IBM User Group Survey Says Virtualization, Cloud Computing on the Rise

SHARE, IBM's main user group, has released a new study that shows that adoption of virtualization within the enterprise is on the rise despite the fact that many businesses are pulling back on their IT spending due to the recession in the United States and the overall global economy. In addition, SHARE's report found that many of its users are interested in cloud computing, particularly among smaller companies that are looking for new ways to increase efficiency and cut costs.

A survey conducted by IBM's main user group found that businesses are still interested in investing in virtualization despite the recession in the United States, although some companies are still grappling with how best to use the technology.

SHARE, an independent IBM user community, issued the results of the study Jan. 26. This survey of 388 IT professionals found that virtualization remains a technology still being learned and understood by their organizations, although many view it as a strategic necessity.

Looking toward the long-term, respondents also seemed to be on the road to adopting cloud computing as a viable virtualization strategy.

In addition, SHARE members were asked their opinion about cloud computing.

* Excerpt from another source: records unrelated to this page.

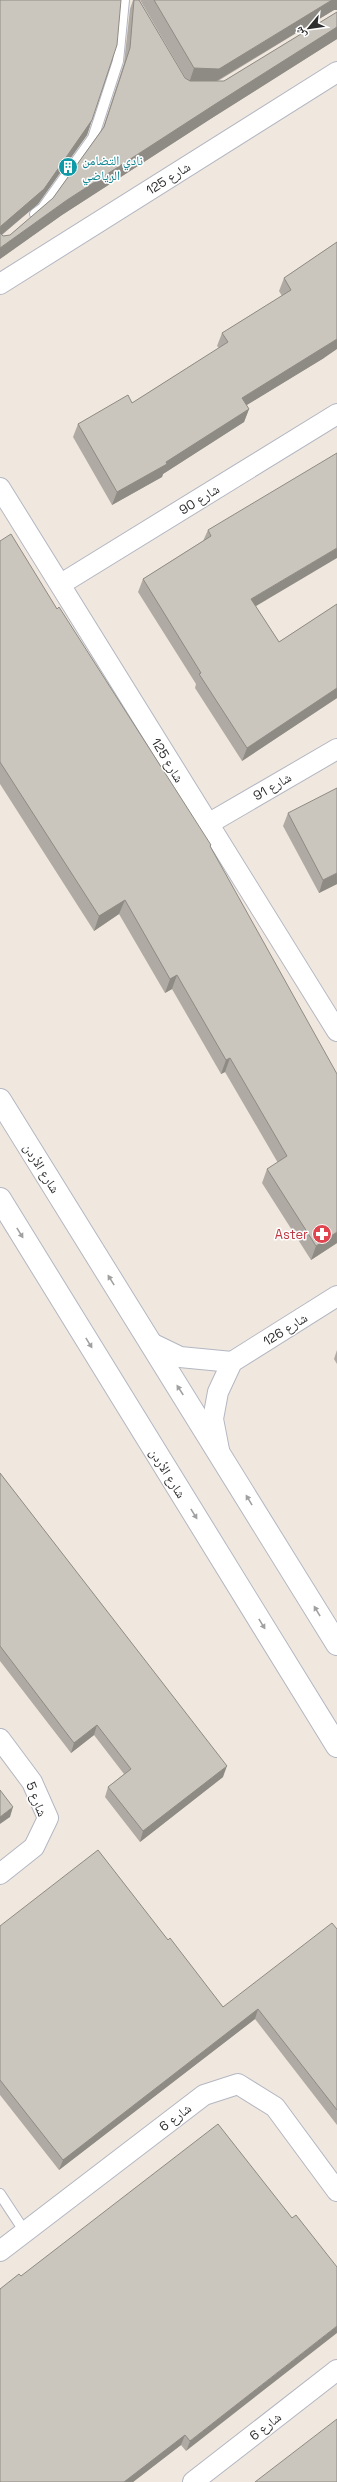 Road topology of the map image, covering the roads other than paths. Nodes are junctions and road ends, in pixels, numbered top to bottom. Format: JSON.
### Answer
{"nodes":[{"id":1,"x":124,"y":0,"type":"edge"},
{"id":2,"x":337,"y":72,"type":"edge"},
{"id":3,"x":27,"y":222,"type":"edge"},
{"id":4,"x":0,"y":284,"type":"edge"},
{"id":5,"x":337,"y":414,"type":"edge"},
{"id":6,"x":0,"y":488,"type":"edge"},
{"id":7,"x":61,"y":584,"type":"junction"},
{"id":8,"x":337,"y":749,"type":"edge"},
{"id":9,"x":208,"y":824,"type":"junction"},
{"id":10,"x":337,"y":1031,"type":"edge"},
{"id":11,"x":0,"y":1100,"type":"edge"},
{"id":12,"x":0,"y":1200,"type":"edge"},
{"id":13,"x":337,"y":1296,"type":"edge"},
{"id":14,"x":149,"y":1342,"type":"junction"},
{"id":15,"x":232,"y":1362,"type":"junction"},
{"id":16,"x":219,"y":1450,"type":"junction"},
{"id":17,"x":337,"y":1644,"type":"edge"},
{"id":18,"x":0,"y":1739,"type":"edge"},
{"id":19,"x":337,"y":1746,"type":"edge"},
{"id":20,"x":0,"y":1874,"type":"edge"},
{"id":21,"x":337,"y":2191,"type":"edge"},
{"id":22,"x":0,"y":2194,"type":"edge"},
{"id":23,"x":26,"y":2232,"type":"junction"},
{"id":24,"x":0,"y":2251,"type":"edge"},
{"id":25,"x":337,"y":2370,"type":"edge"},
{"id":26,"x":193,"y":2482,"type":"edge"}],
"edges":[{"from":1,"to":3,"type":"lane"},
{"from":2,"to":4,"type":"street","name":"شارع 125"},
{"from":5,"to":7,"type":"street","name":"شارع 90"},
{"from":6,"to":7,"type":"street","name":"شارع 125"},
{"from":7,"to":9,"type":"street","name":"شارع 125"},
{"from":8,"to":9,"type":"street","name":"شارع 91"},
{"from":9,"to":10,"type":"street","name":"شارع 125"},
{"from":14,"to":11,"type":"main road","name":"شارع الأردن","one_way":true},
{"from":12,"to":19,"type":"main road","name":"شارع الأردن","one_way":true},
{"from":13,"to":15,"type":"street","name":"شارع 126"},
{"from":14,"to":15,"type":"street"},
{"from":16,"to":14,"type":"main road","name":"شارع الأردن","one_way":true},
{"from":15,"to":16,"type":"street"},
{"from":17,"to":16,"type":"main road","name":"شارع الأردن","one_way":true},
{"from":18,"to":20,"type":"street","name":"شارع 5"},
{"from":21,"to":23,"type":"street","name":"شارع 6"},
{"from":22,"to":23,"type":"lane"},
{"from":23,"to":24,"type":"street","name":"شارع 6"},
{"from":25,"to":26,"type":"street","name":"شارع 6"}]} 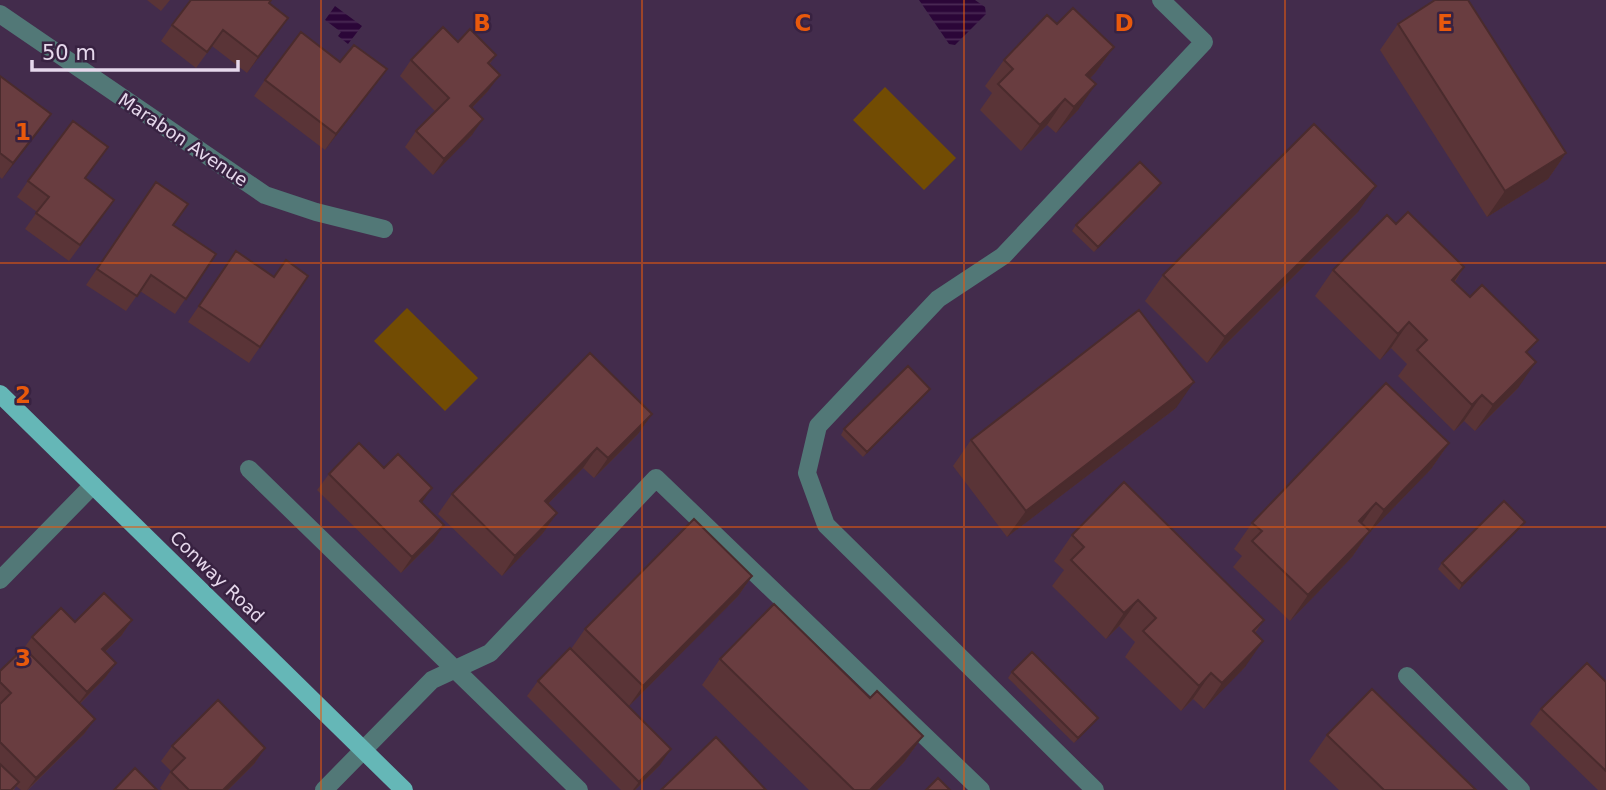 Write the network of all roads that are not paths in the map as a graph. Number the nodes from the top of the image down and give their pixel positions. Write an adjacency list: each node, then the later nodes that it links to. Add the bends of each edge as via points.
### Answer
1 (1161, 0): 15 (street, via 1204,42 1003,256 938,299 818,426 807,473 826,525)
2 (0, 14): 3 (street, Marabon Avenue, via 265,195)
3 (384, 229)
4 (0, 394): 6 (main road, Conway Road)
5 (249, 468): 8 (street)
6 (93, 485): 7 (street); 10 (main road, Conway Road)
7 (0, 580)
8 (455, 670): 10 (street, via 432,680); 13 (street); 14 (street, via 490,653 656,478)
9 (1407, 676): 16 (street)
10 (364, 750): 11 (street); 12 (main road, Conway Road)
11 (324, 790)
12 (404, 790)
13 (579, 790)
14 (981, 790)
15 (1095, 790)
16 (1521, 790)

Cloud computing - seen by many in the IT world as the fast-emerging "next big thing" - centralizes computing power, storage and applications in a single data center, and then delivers these to users via the Internet. Late last year, IBM offered IBM Resilient Cloud Validation Services, designed to test the functionality and security of other companies' cloud computing systems; it joined others including Citrix, Microsoft and Google in pursuing cloud-computing opportunities.

At the moment, only 2 percent of those surveyed in the SHARE study were "significant users of external cloud computing resources," and 5 percent used "cloud-computing resources for some applications or systems."

Adoption levels may be low, but the survey suggests a trend among smaller companies as more likely to use cloud computing.

"Particularly for commoditized applications, it's easier for them to outsource it to the cloud than for larger companies," Jim Michael, vice president of SHARE, said in an interview. "There's an interest in cloud computing, and many are planning for it in their strategy, so they can move into it in a way that yields the best results."

The survey itself was initiated in December after SHARE members expressed interest in the trends surrounding virtualization, particularly in whether companies had begun using it strategically.

"The anecdotal information was interesting, and we wanted to have some hard data behind it," Michael said. "The hard data validates the anecdotal data: virtualization is on the radar for most enterprises, but the biggest challenge is the training and expertise of staff."

Indeed, some 32 percent of respondents felt that the greatest challenge towards their company's virtualization was "lack of expertise/available skills." Many organizations have also not fully embraced virtualization as part of a holistic IT strategy - the survey describes most virtualization efforts as "scattered or spotty."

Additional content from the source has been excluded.